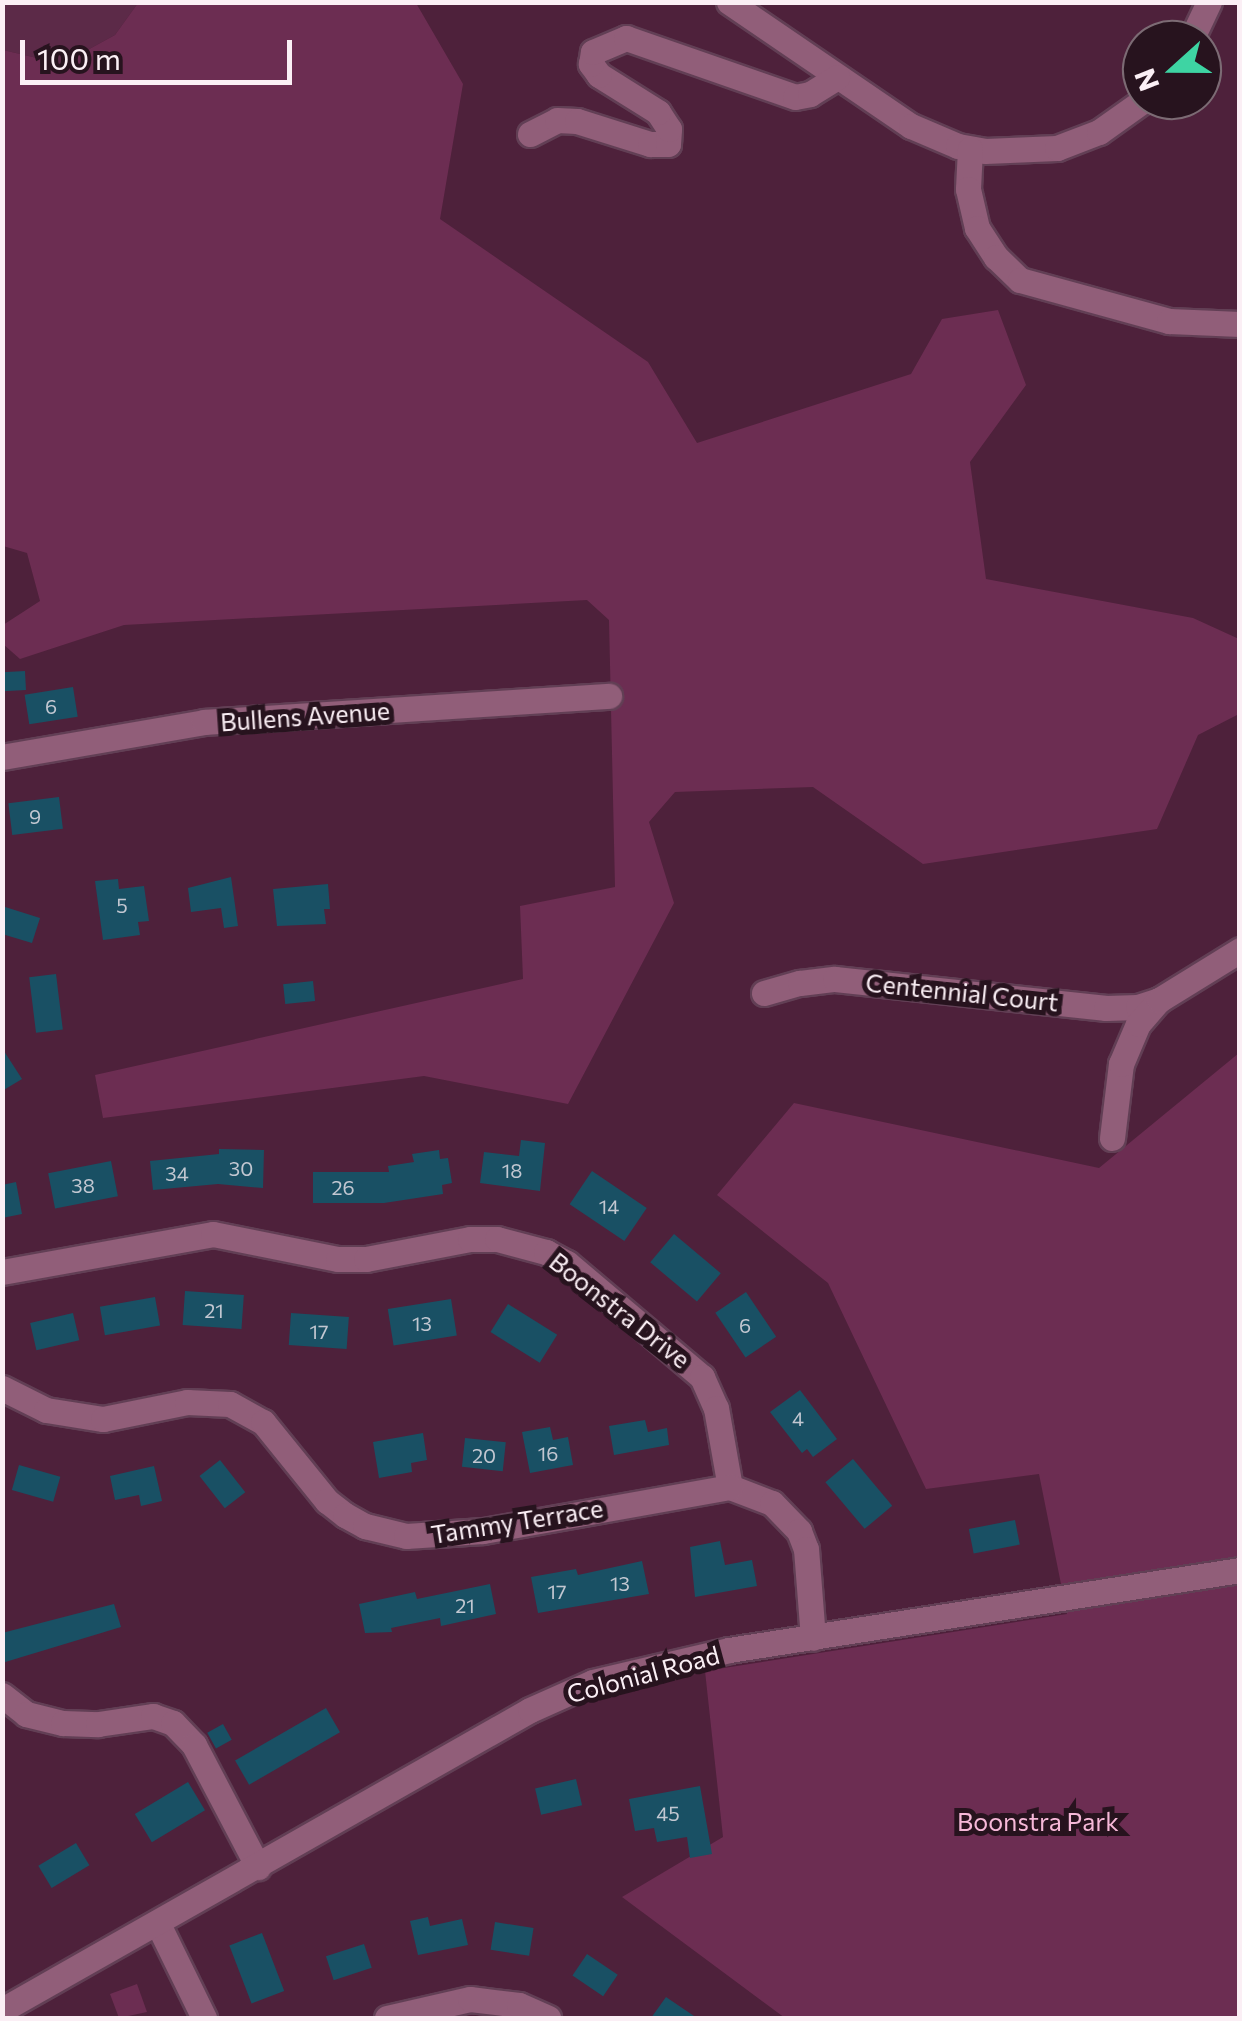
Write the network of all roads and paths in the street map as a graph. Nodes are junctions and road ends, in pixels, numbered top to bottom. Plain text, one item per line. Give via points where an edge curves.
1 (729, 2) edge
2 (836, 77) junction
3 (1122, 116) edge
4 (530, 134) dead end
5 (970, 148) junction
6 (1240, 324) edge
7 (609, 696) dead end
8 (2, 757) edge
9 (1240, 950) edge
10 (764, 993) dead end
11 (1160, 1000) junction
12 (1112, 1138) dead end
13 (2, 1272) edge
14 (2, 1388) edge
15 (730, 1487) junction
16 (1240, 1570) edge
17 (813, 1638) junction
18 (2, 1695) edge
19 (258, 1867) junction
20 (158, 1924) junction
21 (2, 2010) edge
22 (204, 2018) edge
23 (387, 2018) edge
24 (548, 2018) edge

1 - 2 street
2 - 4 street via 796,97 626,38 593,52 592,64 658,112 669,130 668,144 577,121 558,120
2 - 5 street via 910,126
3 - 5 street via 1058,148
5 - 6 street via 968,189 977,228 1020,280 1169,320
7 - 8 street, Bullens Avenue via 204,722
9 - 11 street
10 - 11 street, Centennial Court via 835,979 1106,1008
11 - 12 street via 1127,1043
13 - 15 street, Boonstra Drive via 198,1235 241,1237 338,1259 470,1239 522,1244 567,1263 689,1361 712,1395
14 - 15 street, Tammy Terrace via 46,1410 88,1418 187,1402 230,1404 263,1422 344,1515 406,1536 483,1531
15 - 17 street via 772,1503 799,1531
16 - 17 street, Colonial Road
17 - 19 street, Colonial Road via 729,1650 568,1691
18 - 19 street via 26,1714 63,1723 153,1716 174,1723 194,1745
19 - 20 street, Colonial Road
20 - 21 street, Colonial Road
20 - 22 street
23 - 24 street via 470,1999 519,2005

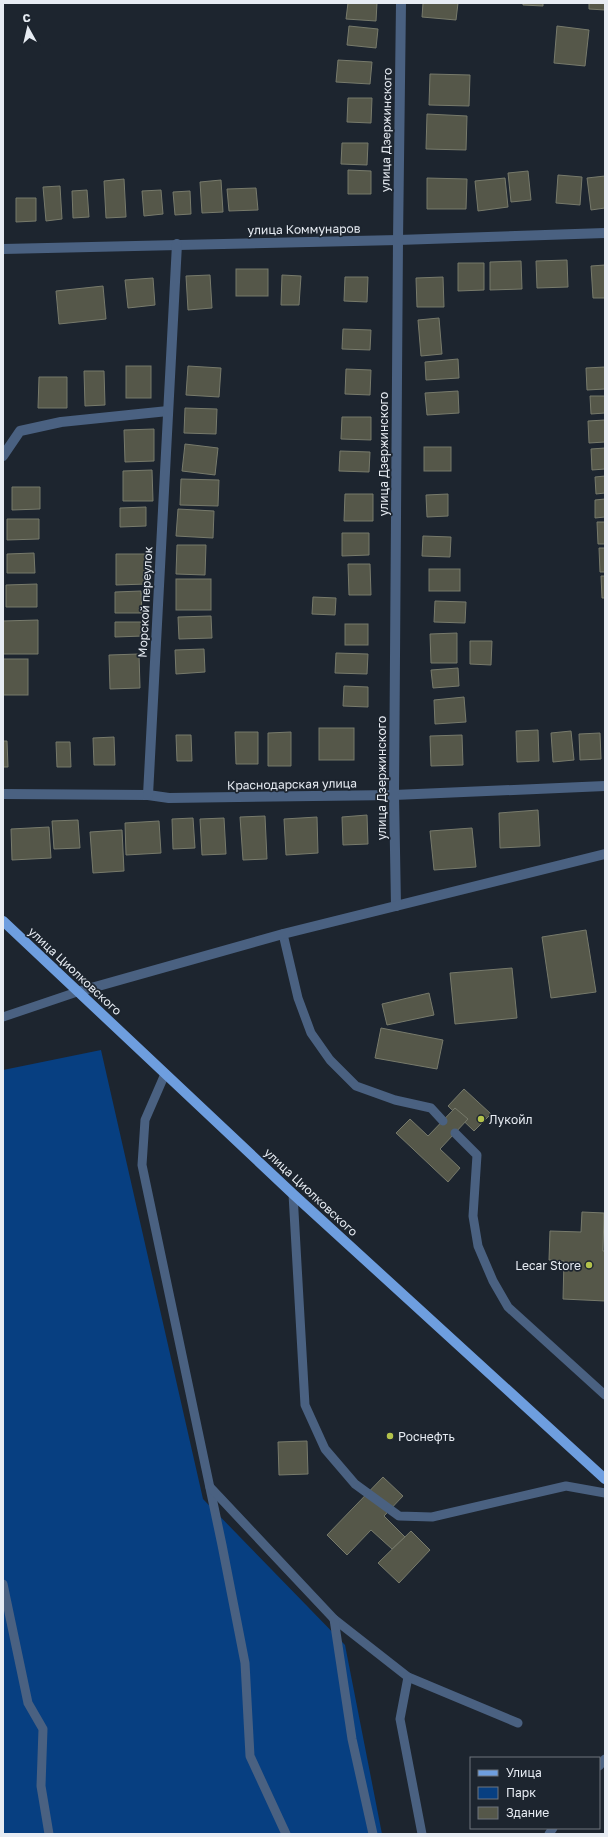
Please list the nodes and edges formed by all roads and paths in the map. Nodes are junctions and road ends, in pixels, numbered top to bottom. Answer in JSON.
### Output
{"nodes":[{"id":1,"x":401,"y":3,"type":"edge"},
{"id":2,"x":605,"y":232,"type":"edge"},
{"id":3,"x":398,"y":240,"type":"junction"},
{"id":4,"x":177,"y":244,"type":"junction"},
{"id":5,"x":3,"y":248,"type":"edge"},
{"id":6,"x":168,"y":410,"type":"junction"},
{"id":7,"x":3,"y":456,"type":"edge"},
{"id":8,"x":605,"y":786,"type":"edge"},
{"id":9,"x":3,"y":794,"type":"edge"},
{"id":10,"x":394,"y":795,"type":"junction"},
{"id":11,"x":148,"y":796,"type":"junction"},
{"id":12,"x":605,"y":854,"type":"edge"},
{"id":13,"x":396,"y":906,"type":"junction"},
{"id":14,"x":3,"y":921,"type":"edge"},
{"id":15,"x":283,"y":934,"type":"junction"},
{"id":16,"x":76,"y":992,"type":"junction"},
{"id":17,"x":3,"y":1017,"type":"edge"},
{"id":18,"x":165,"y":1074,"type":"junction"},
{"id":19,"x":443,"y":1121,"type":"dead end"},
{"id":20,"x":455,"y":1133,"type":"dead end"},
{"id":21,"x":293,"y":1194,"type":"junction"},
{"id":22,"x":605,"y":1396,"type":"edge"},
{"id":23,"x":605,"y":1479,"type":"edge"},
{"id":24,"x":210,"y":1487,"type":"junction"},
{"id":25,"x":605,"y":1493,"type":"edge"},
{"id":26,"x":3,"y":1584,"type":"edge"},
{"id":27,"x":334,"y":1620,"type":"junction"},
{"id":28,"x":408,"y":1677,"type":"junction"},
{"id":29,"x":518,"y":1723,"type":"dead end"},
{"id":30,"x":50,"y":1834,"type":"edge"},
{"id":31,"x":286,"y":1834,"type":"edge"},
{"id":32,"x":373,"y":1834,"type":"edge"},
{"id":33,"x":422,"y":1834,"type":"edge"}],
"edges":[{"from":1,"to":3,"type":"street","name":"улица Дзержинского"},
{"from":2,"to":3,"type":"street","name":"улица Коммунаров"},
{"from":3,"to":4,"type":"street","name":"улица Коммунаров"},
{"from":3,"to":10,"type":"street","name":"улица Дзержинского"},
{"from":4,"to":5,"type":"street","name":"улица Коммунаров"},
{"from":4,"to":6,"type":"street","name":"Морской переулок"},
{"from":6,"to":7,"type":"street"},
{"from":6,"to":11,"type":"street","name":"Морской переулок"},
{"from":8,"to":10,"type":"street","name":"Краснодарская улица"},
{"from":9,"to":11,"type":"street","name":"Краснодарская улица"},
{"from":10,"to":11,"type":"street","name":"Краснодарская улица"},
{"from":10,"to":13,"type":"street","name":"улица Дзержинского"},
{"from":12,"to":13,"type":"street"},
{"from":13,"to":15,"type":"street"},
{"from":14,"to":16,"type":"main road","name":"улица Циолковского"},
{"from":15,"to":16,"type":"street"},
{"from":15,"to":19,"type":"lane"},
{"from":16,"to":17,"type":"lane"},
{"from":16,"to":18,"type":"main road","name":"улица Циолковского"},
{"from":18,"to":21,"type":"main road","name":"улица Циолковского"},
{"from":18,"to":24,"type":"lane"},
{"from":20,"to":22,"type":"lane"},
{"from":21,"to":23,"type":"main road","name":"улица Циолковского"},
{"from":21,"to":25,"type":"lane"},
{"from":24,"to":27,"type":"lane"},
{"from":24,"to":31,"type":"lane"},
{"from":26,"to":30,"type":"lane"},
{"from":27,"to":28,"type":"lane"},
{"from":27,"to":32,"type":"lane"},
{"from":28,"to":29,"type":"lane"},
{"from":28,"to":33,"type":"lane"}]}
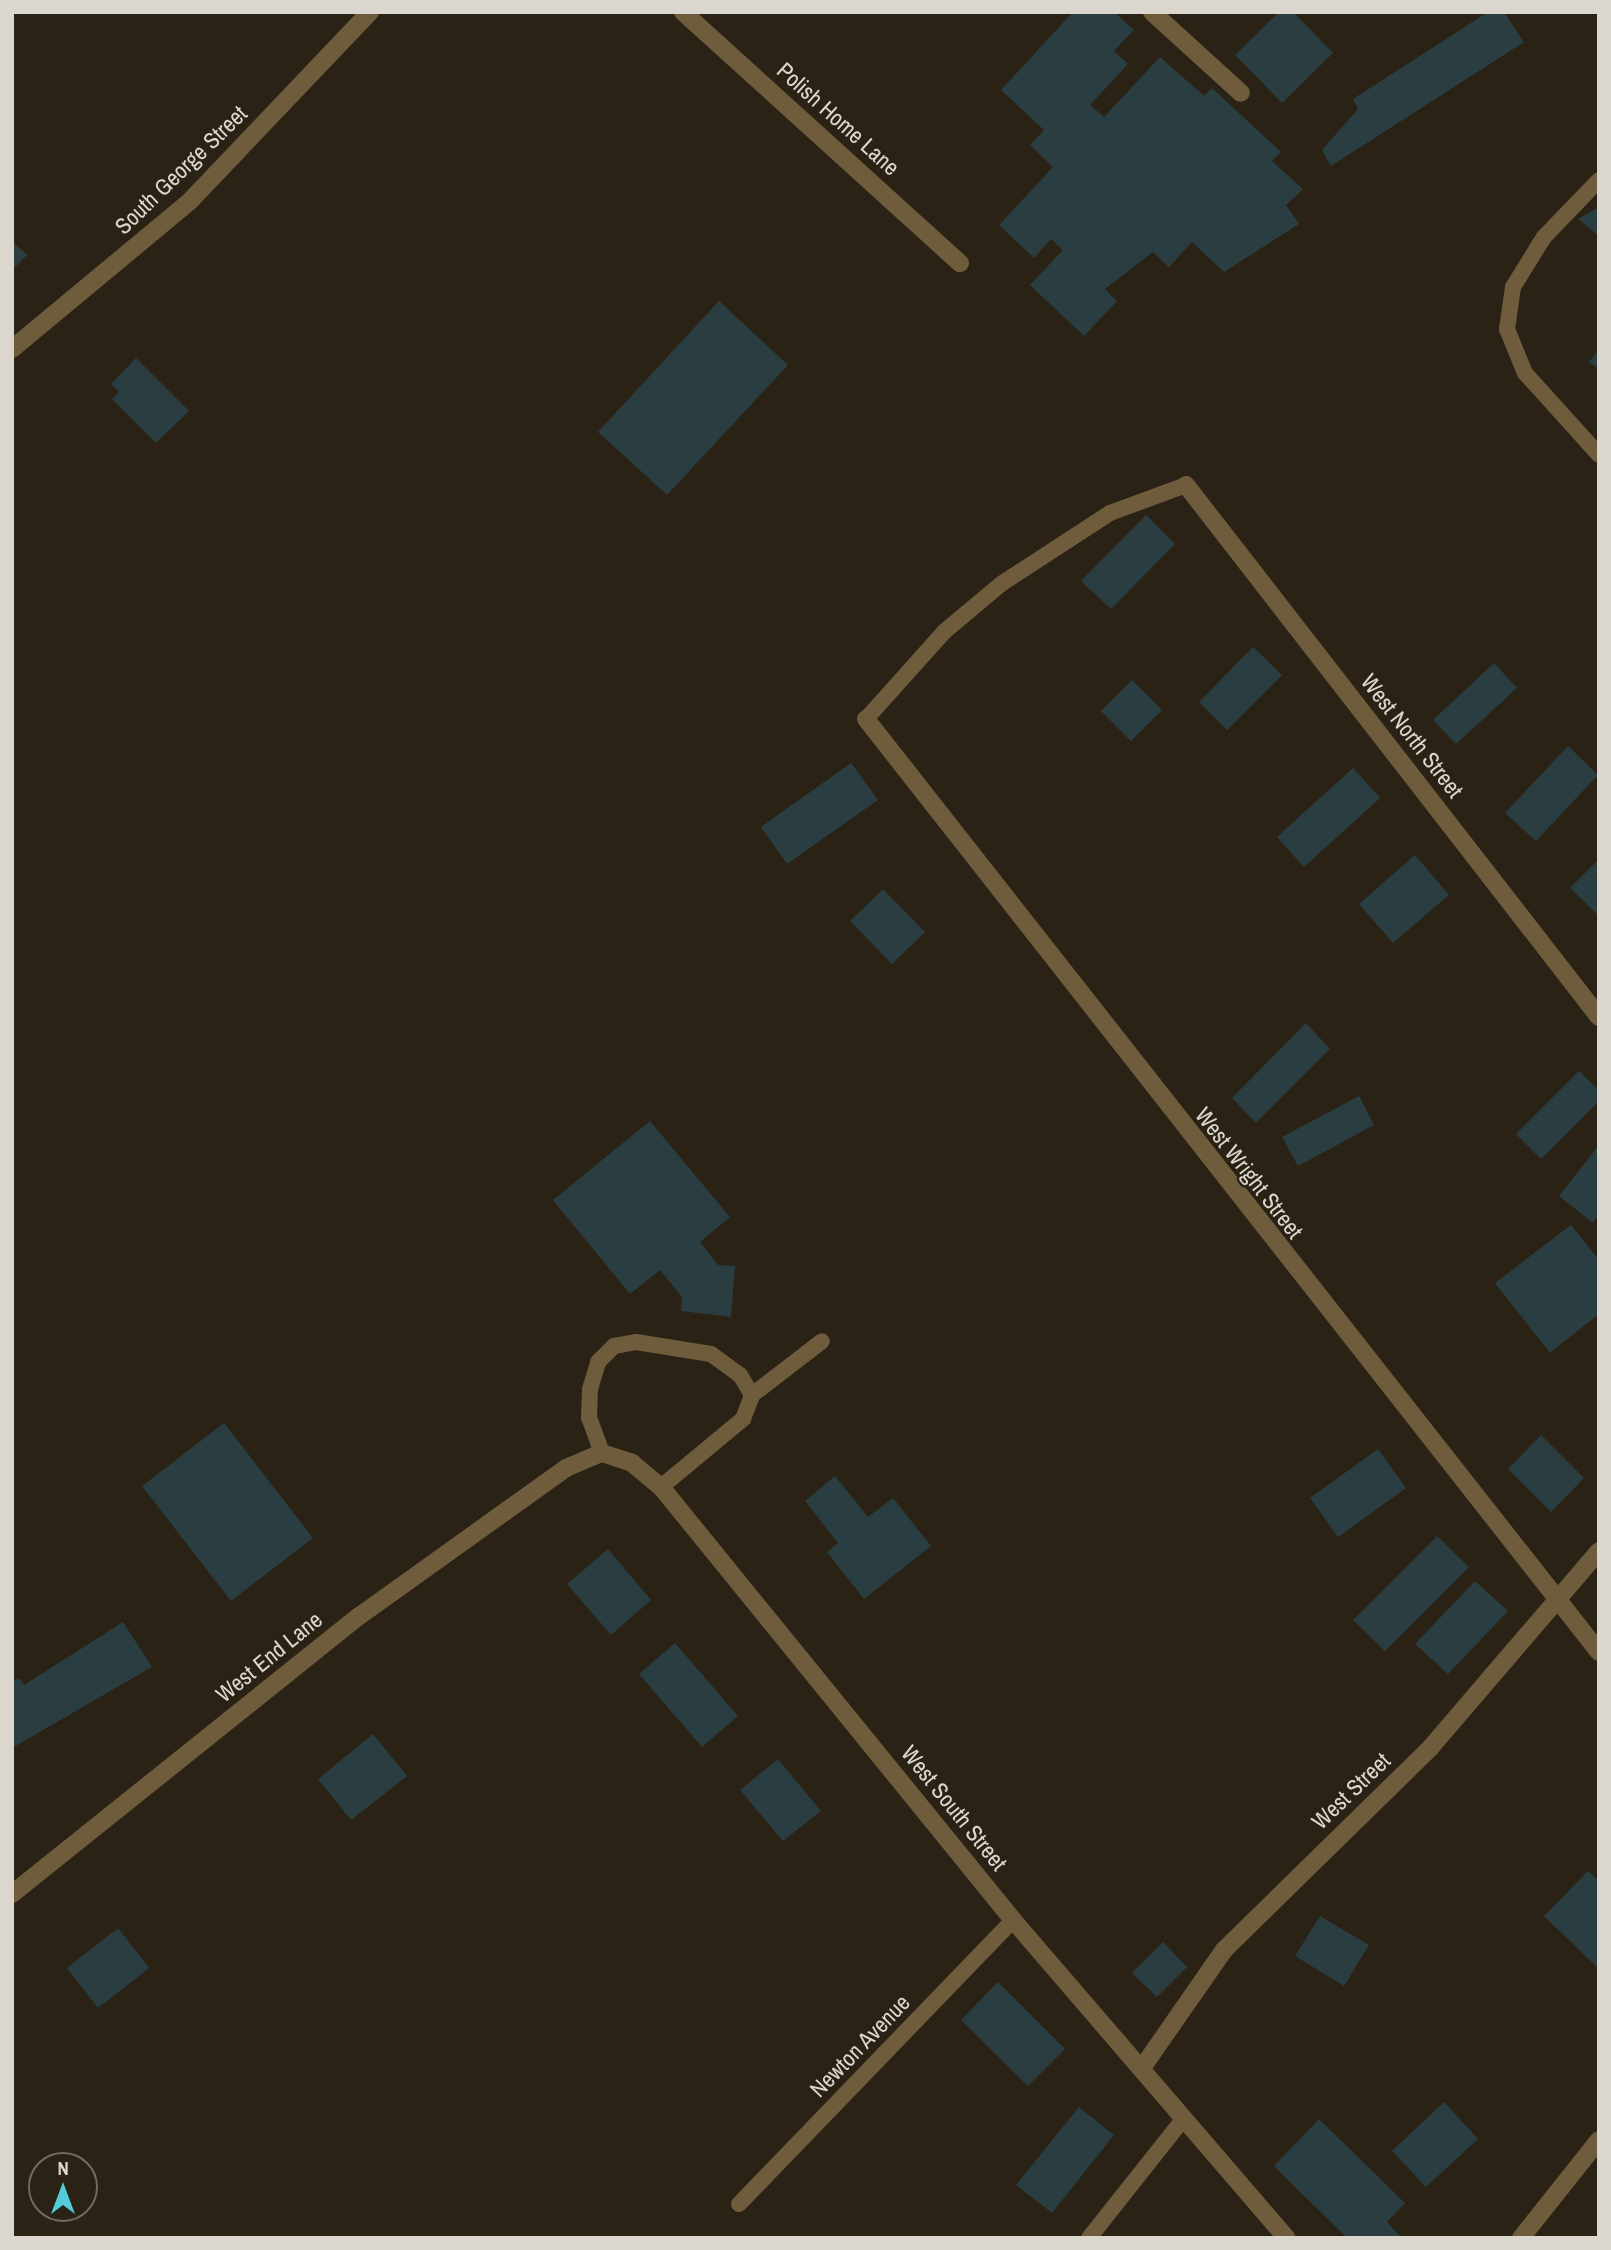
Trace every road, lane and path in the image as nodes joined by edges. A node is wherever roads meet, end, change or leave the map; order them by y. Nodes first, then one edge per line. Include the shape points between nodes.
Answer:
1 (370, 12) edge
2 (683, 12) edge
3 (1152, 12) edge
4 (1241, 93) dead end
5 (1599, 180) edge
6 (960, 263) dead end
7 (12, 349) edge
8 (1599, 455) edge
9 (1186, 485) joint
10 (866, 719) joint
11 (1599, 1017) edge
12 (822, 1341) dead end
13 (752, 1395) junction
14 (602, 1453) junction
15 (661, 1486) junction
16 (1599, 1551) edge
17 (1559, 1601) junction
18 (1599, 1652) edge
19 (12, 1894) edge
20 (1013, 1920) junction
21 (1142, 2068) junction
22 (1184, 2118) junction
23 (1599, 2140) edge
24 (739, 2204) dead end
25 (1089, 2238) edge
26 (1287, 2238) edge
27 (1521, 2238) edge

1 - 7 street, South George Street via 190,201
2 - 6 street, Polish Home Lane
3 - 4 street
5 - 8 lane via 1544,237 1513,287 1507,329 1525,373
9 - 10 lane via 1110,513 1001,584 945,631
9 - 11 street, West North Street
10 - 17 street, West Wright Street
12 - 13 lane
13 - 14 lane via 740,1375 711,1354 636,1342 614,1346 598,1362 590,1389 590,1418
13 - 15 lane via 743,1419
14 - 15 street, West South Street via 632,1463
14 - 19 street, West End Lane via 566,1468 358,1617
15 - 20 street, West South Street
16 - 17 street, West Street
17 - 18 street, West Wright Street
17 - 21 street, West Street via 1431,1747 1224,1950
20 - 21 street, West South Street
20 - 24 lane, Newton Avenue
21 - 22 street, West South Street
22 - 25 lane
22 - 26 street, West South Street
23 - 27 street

▶ Task instructions: The response is to contain exactly the lines from the beginning of the data through the line containing "Please list the", both ends included, and nothing else; omit the pictures.

▶ Output below:
Write the network of all roads and paths in the street map as a graph. Nodes are junctions and road ends, in pixels, numbered top to bottom. Plain text, one item per line. Give via points where an edge curves.
1 (729, 2) edge
2 (836, 77) junction
3 (1122, 116) edge
4 (530, 134) dead end
5 (970, 148) junction
6 (1240, 324) edge
7 (609, 696) dead end
8 (2, 757) edge
9 (1240, 950) edge
10 (764, 993) dead end
11 (1160, 1000) junction
12 (1112, 1138) dead end
13 (2, 1272) edge
14 (2, 1388) edge
15 (730, 1487) junction
16 (1240, 1570) edge
17 (813, 1638) junction
18 (2, 1695) edge
19 (258, 1867) junction
20 (158, 1924) junction
21 (2, 2010) edge
22 (204, 2018) edge
23 (387, 2018) edge
24 (548, 2018) edge

1 - 2 street
2 - 4 street via 796,97 626,38 593,52 592,64 658,112 669,130 668,144 577,121 558,120
2 - 5 street via 910,126
3 - 5 street via 1058,148
5 - 6 street via 968,189 977,228 1020,280 1169,320
7 - 8 street, Bullens Avenue via 204,722
9 - 11 street
10 - 11 street, Centennial Court via 835,979 1106,1008
11 - 12 street via 1127,1043
13 - 15 street, Boonstra Drive via 198,1235 241,1237 338,1259 470,1239 522,1244 567,1263 689,1361 712,1395
14 - 15 street, Tammy Terrace via 46,1410 88,1418 187,1402 230,1404 263,1422 344,1515 406,1536 483,1531
15 - 17 street via 772,1503 799,1531
16 - 17 street, Colonial Road
17 - 19 street, Colonial Road via 729,1650 568,1691
18 - 19 street via 26,1714 63,1723 153,1716 174,1723 194,1745
19 - 20 street, Colonial Road
20 - 21 street, Colonial Road
20 - 22 street
23 - 24 street via 470,1999 519,2005

Please list the nodes and edges formed by all roads and paths in the map. Nodes are junctions and road ends, in pixels, numbered top to bottom. Answer in JSON.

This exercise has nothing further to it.